The Wallabies star had last week been found guilty of committing a high-level breach of RA's Code of Conduct, which is clearly outlined in each player contract the governing body registers, for his controversial social media posts that declared homosexuals, along with drunks, fornicators and adulterers, among others, would go to hell unless they repented.

"Israel Folau has been issued a sanction for a high level breach of the players' Code of Conduct," she said.

"When players sign a contract with the Wallabies they sign up to the team and the sport. Israel is a great rugby player and we are disappointed and saddened he won't see out his four-year contract commitment to the Wallabies and Waratahs.

"But our position remains that we have no choice but to pursue the action that has resulted in today's outcome.

"This is a decision that will change the landscape of sport across Australia and perhaps internationally."

Folau's Code of Conduct hearing ran over three days and lasted more than 22 hours while the panel then took 10 days before handing down its sanction on Friday. Folau has 72 hours to appeal his contract termination, but has already taken to Twitter to suggest the fight may be far from over.

"It has been a privilege and an honour to represent Australia and my home state of New South Wales, playing the game I love," Folau said.

"I am deeply saddened by today's decision to terminate my employment and am considering my options.

"As Australians, we are born with certain rights, including the right to freedom of expression.
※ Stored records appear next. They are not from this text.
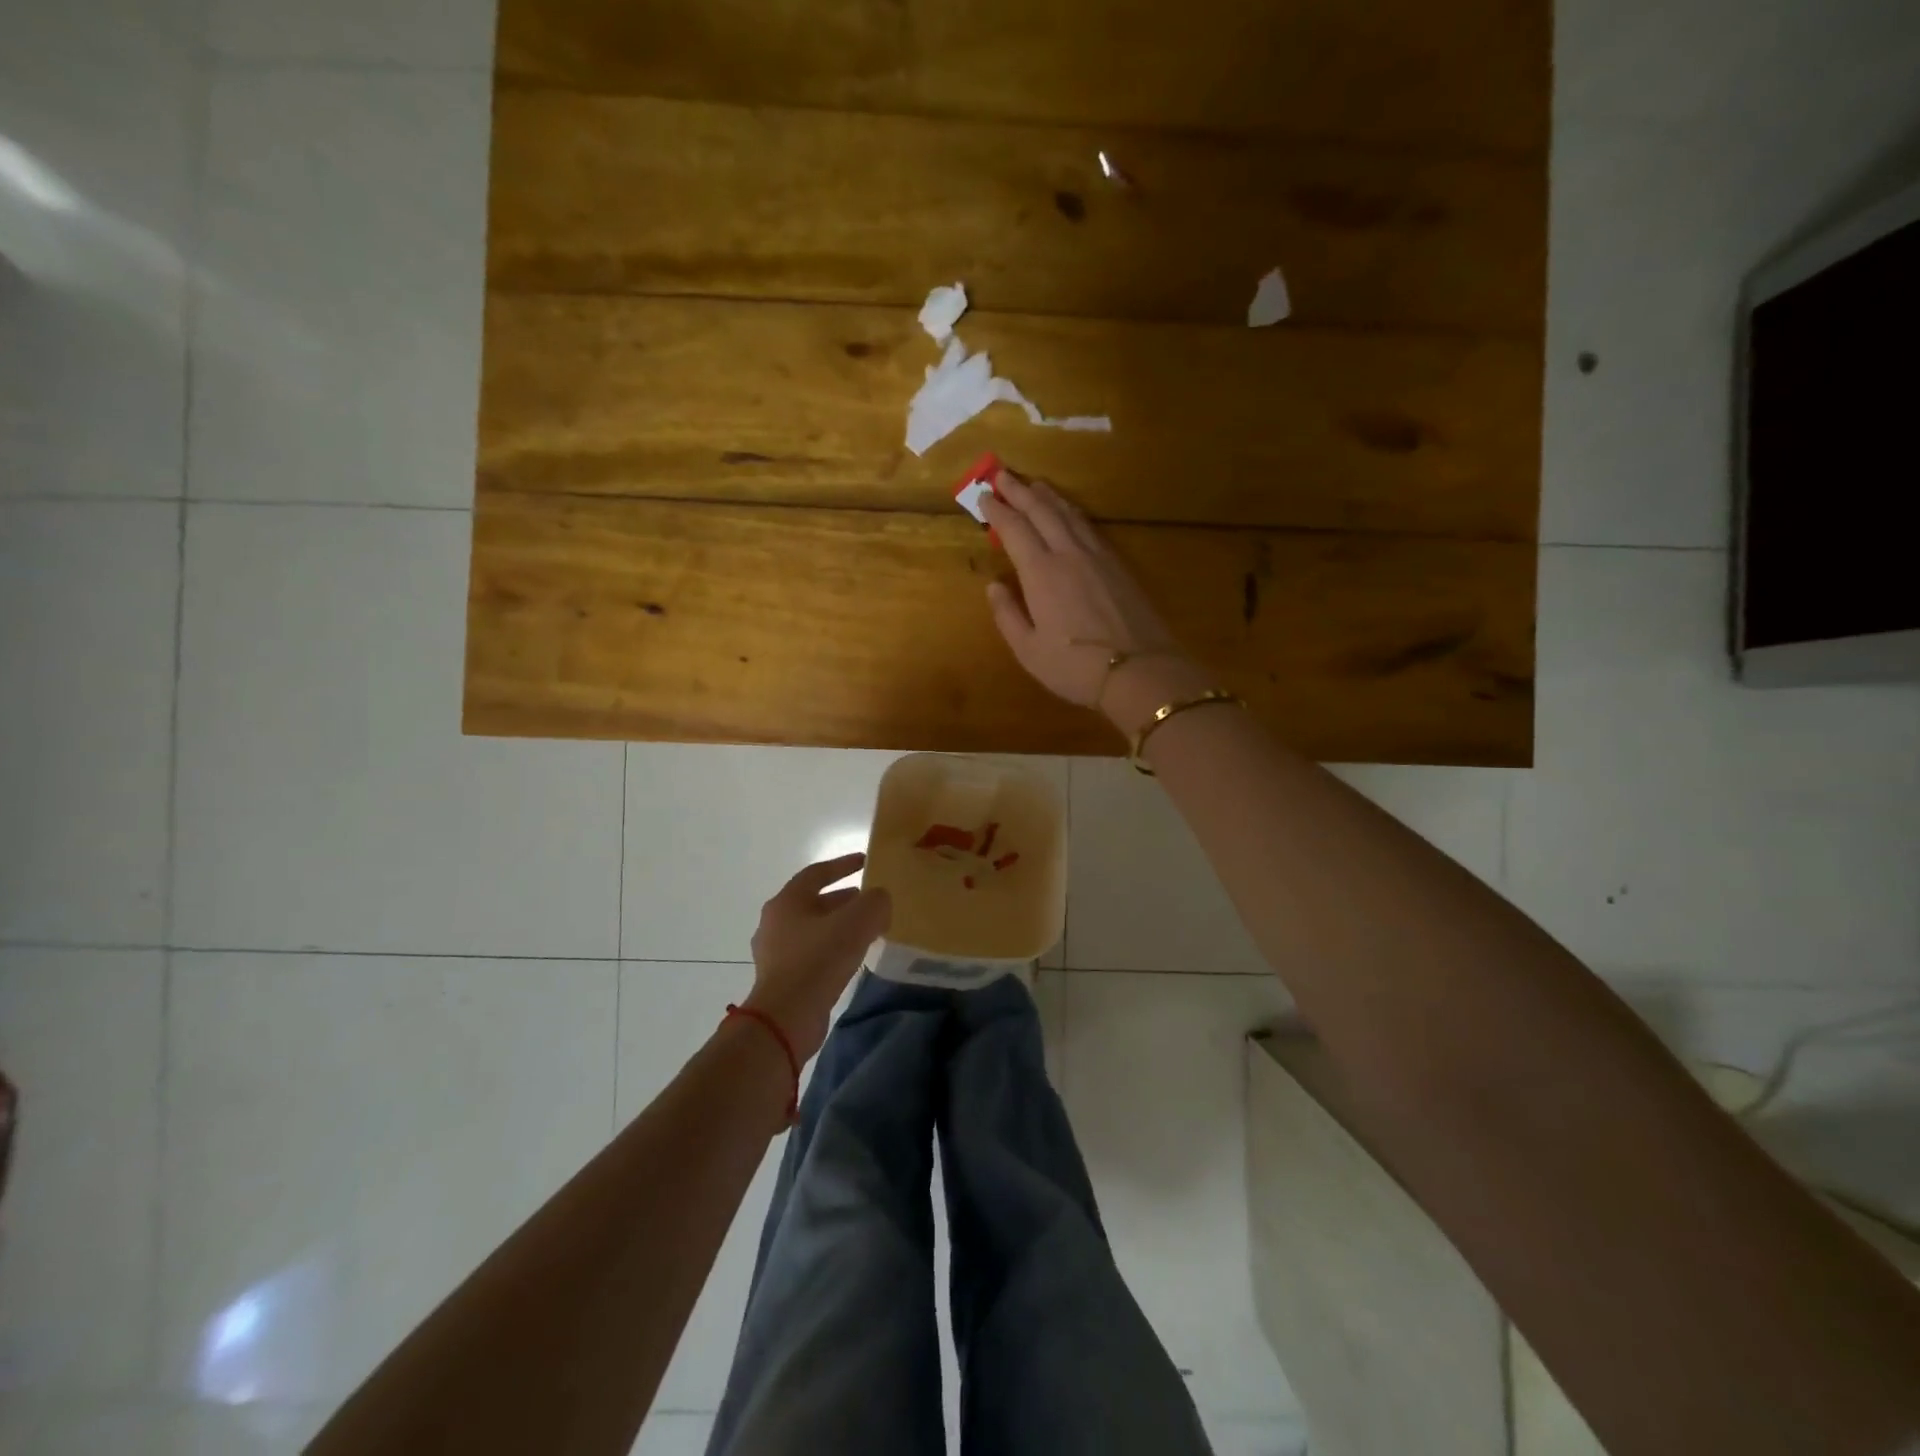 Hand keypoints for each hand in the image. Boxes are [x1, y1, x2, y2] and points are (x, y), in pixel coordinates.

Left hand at [746, 855, 891, 1061]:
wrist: (786, 1018)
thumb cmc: (818, 960)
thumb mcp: (857, 922)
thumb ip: (875, 902)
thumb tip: (880, 900)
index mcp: (787, 901)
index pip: (817, 873)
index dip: (843, 864)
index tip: (865, 861)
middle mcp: (775, 922)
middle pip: (814, 902)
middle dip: (844, 899)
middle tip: (870, 901)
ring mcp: (775, 953)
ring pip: (813, 929)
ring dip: (839, 926)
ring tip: (868, 930)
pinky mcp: (781, 979)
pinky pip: (811, 954)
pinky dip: (832, 949)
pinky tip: (852, 959)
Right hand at [981, 471, 1191, 710]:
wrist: (1139, 671)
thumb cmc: (1075, 667)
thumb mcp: (1028, 650)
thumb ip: (1007, 615)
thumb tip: (994, 585)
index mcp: (1041, 573)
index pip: (1014, 530)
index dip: (997, 511)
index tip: (983, 496)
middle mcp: (1068, 554)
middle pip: (1041, 511)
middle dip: (1019, 491)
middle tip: (1001, 473)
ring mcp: (1097, 557)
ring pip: (1069, 514)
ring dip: (1047, 496)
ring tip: (1034, 484)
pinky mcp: (1118, 565)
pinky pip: (1089, 527)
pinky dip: (1072, 512)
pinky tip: (1069, 513) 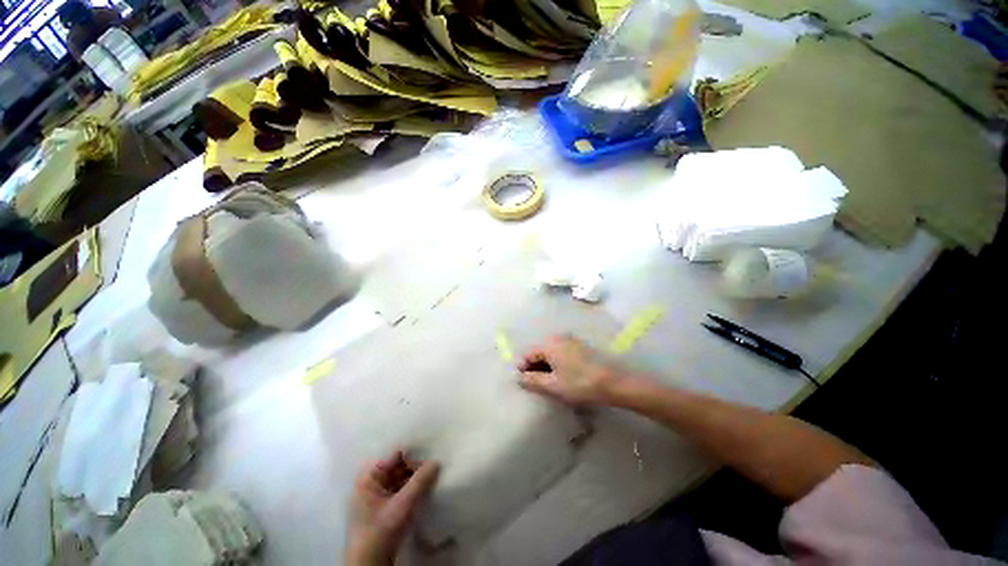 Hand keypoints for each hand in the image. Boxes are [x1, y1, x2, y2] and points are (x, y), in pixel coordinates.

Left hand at [346, 451, 439, 565]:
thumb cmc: (380, 532)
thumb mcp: (403, 505)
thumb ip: (420, 481)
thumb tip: (437, 461)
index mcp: (369, 476)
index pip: (396, 455)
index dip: (414, 454)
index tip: (433, 455)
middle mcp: (371, 481)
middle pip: (399, 465)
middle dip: (417, 466)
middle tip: (436, 468)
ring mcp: (377, 494)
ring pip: (401, 477)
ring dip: (416, 477)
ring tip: (434, 476)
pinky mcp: (383, 506)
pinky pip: (400, 488)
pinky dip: (412, 487)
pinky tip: (426, 488)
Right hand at [517, 335, 621, 405]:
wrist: (613, 382)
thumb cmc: (579, 384)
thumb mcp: (552, 385)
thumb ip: (532, 380)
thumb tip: (518, 377)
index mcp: (549, 344)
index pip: (528, 354)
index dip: (523, 369)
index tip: (523, 383)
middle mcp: (558, 337)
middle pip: (539, 352)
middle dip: (535, 367)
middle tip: (536, 385)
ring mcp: (571, 340)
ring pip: (551, 353)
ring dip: (546, 366)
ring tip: (549, 383)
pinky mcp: (580, 346)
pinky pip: (561, 353)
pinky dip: (557, 363)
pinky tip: (562, 376)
The Christian faith has always been a part of my life and I believe it is my duty as a Christian to share God's word. Upholding my religious beliefs should not prevent my ability to work or play for my club and country."
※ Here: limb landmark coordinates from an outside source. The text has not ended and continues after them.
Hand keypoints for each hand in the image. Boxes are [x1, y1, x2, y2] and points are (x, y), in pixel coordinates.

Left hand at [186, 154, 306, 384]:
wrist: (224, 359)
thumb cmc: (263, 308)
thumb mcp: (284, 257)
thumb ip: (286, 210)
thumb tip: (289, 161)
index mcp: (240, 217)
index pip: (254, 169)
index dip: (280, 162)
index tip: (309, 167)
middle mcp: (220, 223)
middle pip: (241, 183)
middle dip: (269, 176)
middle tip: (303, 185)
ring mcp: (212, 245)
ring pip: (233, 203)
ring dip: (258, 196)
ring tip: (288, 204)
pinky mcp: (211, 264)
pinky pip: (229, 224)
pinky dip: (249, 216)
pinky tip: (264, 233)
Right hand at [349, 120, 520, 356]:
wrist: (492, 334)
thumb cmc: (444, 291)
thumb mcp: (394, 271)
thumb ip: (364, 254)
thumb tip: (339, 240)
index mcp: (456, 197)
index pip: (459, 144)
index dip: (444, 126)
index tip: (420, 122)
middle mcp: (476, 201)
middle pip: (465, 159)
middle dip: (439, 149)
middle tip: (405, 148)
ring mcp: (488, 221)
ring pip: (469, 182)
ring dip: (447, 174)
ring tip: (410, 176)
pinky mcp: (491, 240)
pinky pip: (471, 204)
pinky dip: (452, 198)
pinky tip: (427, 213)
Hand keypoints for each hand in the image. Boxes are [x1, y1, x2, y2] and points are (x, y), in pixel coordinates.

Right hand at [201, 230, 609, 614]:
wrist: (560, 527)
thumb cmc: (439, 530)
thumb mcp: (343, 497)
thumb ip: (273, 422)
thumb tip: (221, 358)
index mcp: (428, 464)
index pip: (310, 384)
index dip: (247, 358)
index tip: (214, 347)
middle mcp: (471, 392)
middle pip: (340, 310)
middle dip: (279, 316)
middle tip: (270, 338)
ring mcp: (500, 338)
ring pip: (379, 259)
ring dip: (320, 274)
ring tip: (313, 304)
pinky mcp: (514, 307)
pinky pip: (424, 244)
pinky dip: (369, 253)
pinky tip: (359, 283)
Folau also paid tribute to wife, Maria, and those who "have spoken out in my defence, some of whom do not share my beliefs but have defended my right to express them."
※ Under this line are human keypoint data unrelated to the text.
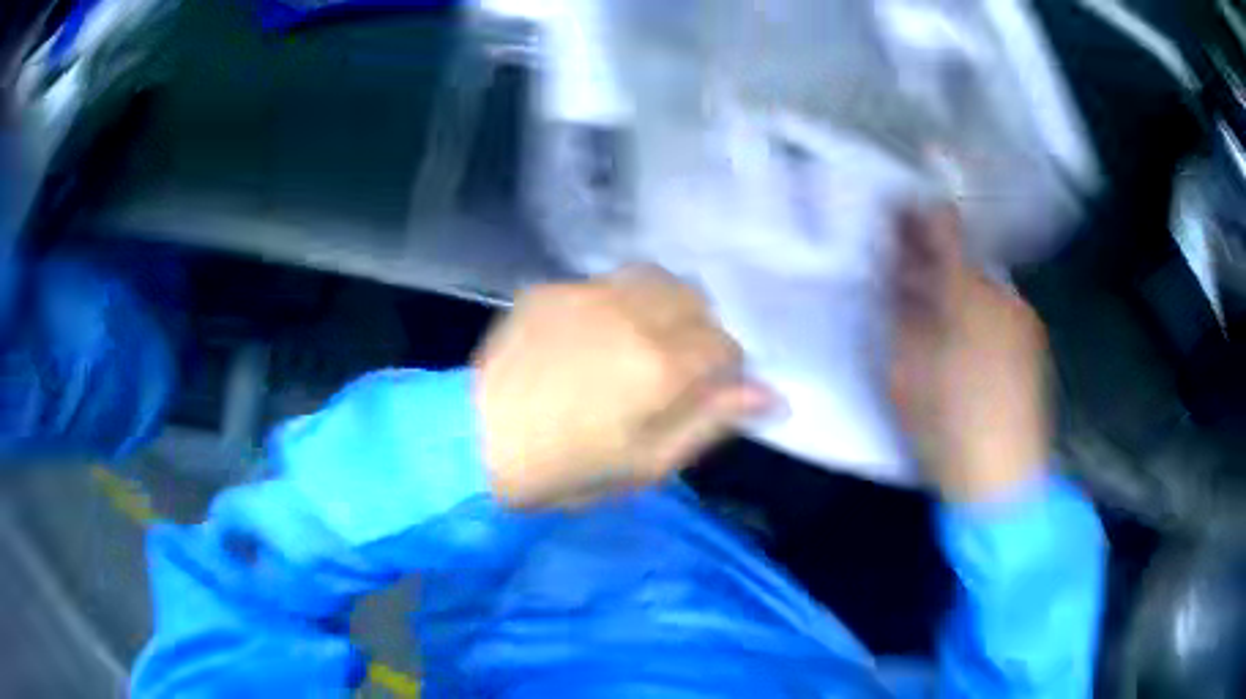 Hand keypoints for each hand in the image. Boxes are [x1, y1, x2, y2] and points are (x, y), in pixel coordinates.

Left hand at [473, 265, 772, 507]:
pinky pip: (604, 283)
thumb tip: (770, 395)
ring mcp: (586, 293)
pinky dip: (615, 304)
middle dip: (697, 332)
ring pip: (654, 280)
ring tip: (639, 341)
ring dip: (663, 307)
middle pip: (695, 301)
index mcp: (661, 366)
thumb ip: (710, 422)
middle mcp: (631, 314)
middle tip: (672, 369)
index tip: (703, 392)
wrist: (474, 441)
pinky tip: (591, 335)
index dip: (723, 371)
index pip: (725, 345)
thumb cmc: (565, 469)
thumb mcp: (647, 465)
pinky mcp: (551, 288)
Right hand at [890, 207, 1051, 502]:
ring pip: (983, 284)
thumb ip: (900, 310)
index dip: (917, 212)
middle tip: (909, 277)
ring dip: (958, 288)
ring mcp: (1024, 315)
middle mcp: (1001, 291)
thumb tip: (896, 268)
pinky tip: (970, 347)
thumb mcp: (905, 370)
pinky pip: (1001, 309)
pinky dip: (981, 312)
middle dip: (934, 259)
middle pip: (963, 257)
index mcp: (965, 294)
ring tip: (940, 322)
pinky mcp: (1035, 340)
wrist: (1005, 481)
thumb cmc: (946, 427)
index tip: (896, 207)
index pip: (942, 227) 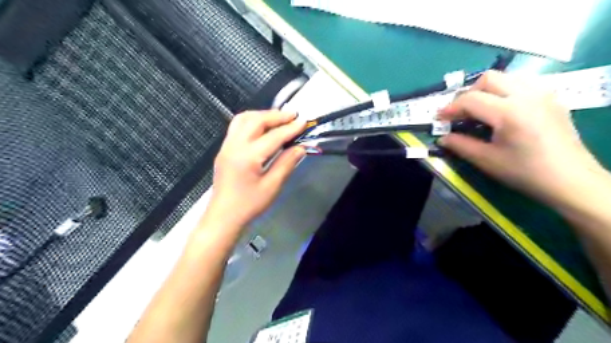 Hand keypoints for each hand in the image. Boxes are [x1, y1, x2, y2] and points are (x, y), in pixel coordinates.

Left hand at [204, 110, 308, 227]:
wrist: (223, 216)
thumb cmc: (249, 205)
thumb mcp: (272, 187)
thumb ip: (286, 164)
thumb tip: (300, 148)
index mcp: (247, 157)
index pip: (273, 136)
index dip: (290, 128)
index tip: (304, 122)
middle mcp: (234, 145)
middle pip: (256, 120)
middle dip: (276, 116)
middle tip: (293, 116)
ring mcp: (226, 146)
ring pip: (243, 119)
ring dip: (262, 115)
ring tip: (279, 118)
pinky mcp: (224, 149)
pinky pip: (237, 126)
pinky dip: (252, 121)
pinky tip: (262, 127)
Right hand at [437, 68, 602, 203]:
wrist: (570, 180)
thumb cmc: (525, 172)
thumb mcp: (487, 161)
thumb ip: (460, 145)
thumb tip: (443, 138)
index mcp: (509, 113)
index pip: (471, 100)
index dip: (450, 108)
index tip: (439, 118)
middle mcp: (527, 95)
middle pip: (489, 79)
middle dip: (468, 94)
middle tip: (460, 113)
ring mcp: (543, 94)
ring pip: (507, 77)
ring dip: (487, 90)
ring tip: (479, 110)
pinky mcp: (551, 99)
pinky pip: (522, 83)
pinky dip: (505, 91)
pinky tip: (502, 110)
The panel deliberated for 10 days after first finding Folau guilty of the breach late on May 7th, meaning that by the time the sanction was finally revealed on Friday the entire saga had been running for over six weeks.

But Castle defended the length of time the panel had taken to come to a decision, again reinforcing its magnitude for the entire Australian sporting landscape.

"It's certainly not ideal, but Mr Folau knew that when he pressed that button, that that was the implications that post was going to have," she said.

"What I can say about the process is that we did have Easter and ANZAC Day which was less than ideal. But this was a decision that will change the landscape for sport across Australia and perhaps internationally; the tribunal were the best possible experts in this field that we could bring together, to put together, and they have spent a lot of time to ensure that they got this right because it will be landmark and it was important.

"And it's a big decision, he was an important player and he has been for a long period of time, and we wanted to make sure we took the time to get this right."

While Folau may yet appeal his contract termination or choose to take the fight straight to the Supreme Court in a bid to rescue a chunk of the $[Aus]4 million he has now lost, Castle said a reported $1million peace offering was never seriously on the table.

"I think in any of these situations the lawyers have sensible and pragmatic conversations to see if they can find a way whereby we don't end up in this situation; or we find a way as you would with any high-profile contract of any high-profile employee that was in this situation, the lawyers would have a sensible and pragmatic conversation," she said.

"But they never advanced to a stage whereby they could be brought to Rugby Australia for our consideration."

Folau's now former-Waratahs teammates are in action against the Reds in Brisbane on Saturday, while Wallabies coach Michael Cheika will have the chance to address an extended Test squad at a pre-World Cup training camp the following day.

Asked about potential disharmony within Cheika's squad and the coach's ability to bring together a unified Wallabies team for the World Cup, Castle said: "I am 100 percent confident [they will be united], and I'm confident because those players understand that everyone has the right to their own views and their religious beliefs. And as long as they continue to express them in a respectful way, we will continue to support them.

"And I have absolute confidence that Michael Cheika is going to build a Wallaby team that will be incredibly competitive at the Rugby World Cup."